Other mechanisms for gRNFL change may be related to teprotumumab’s neuropathic mechanisms and effects on vascular morphological changes. Shah et al. demonstrated in a multicenter trial, that 82% (107) of patients treated with teprotumumab for TED experienced at least one adverse event, with only 8.4% of these being severe. Hearing impairment was seen in 13.7% (18) of patients with only 50.0% of them recovering after discontinuation of teprotumumab [11] . The hearing impairment is thought to be multifactorial, however is most likely due to the neurotrophic effects of IGF-I on cochlear hair cells and synaptic support, suggesting that teprotumumab’s inhibition of IGF-I activity could lead to similar neuropathic mechanisms in other neural tissues [12] . Given the role of IGF-I in neuronal health, another possibility is that the prolonged blockade of IGF-I by teprotumumab could similarly affect the retinal nerve fiber layer (RNFL) in patients with TED, a concept not explored in existing literature. Other possibilities to consider are effects of teprotumumab on plasma endothelin dysregulation and vascular morphological changes as hypothesized by Chu et al. and Sen et al. or on astrocytic glial tissue as one case report demonstrated rapidly progressive cognitive decline in a patient treated with teprotumumab which was reversed with plasmapheresis [13] [14] [15] [16] .
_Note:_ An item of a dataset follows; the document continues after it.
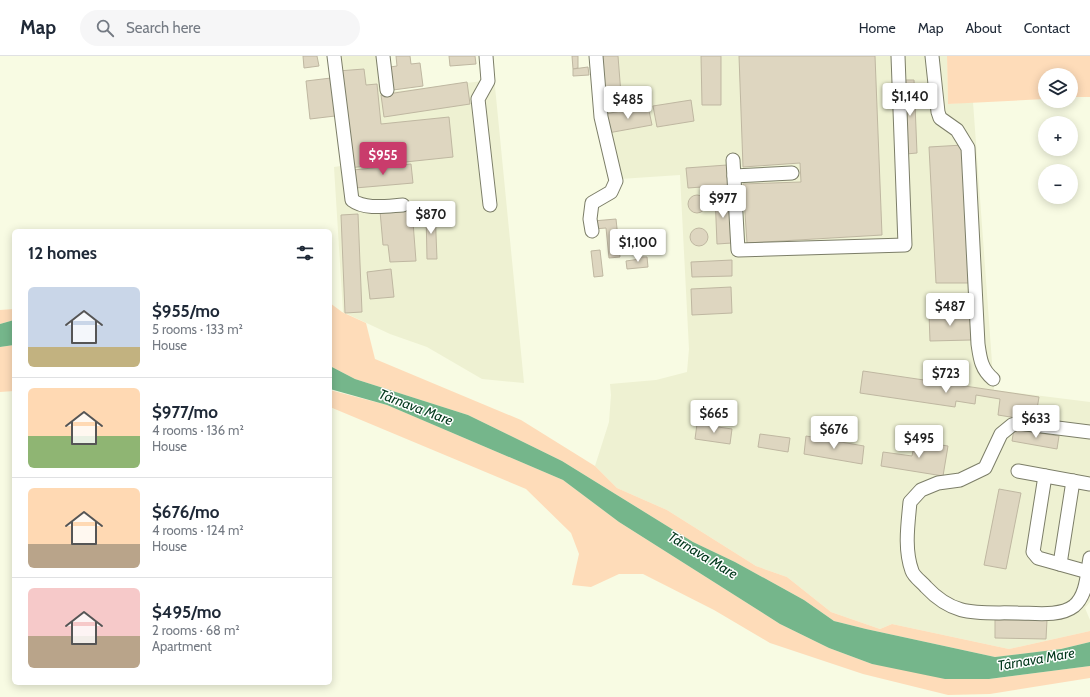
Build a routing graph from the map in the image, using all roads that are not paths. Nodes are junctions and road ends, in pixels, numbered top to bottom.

In conclusion, we observed decreased gRNFL in a patient after six infusions of teprotumumab therapy, with a subsequent return back to baseline gRNFL almost one year after treatment completion. Potential mechanisms for this decrease in gRNFL during teprotumumab treatment and subsequent increase in gRNFL in the absence of teprotumumab may involve the drug’s ability to downregulate the inflammatory cascade, change the density of microglia, alter the retina’s cellular environment and inflammatory contributors, induce vascular morphological changes, as well as exhibit neuropathic effects on retinal tissue. It is important to note that when monitoring optic nerve changes in TED, dysthyroid optic neuropathy must be considered as it may cause both optic nerve edema and ischemia and result in permanent vision loss. Further studies are warranted to explore the mechanisms by which teprotumumab alters the retinal nerve fiber layer in active TED.

4. Conclusion

We present a unique case of bilateral gRNFL nerve thinning after teprotumumab initiation with subsequent bilateral gRNFL recovery in a patient with controlled ocular hypertension.

Patient Consent

The patient has given written informed consent for the reporting and publication of examination and imaging findings, including images, for purposes of diagnosis, education, and research.


There was no funding or grant support. The authors declare that they have no known competing financial interests or personal relationships that could have appeared to influence the work reported in this paper. All authors attest that they meet the current ICMJE criteria for Authorship. No further acknowledgements.

Conflicts of Interest

The authors declare no conflicts of interest regarding the publication of this paper.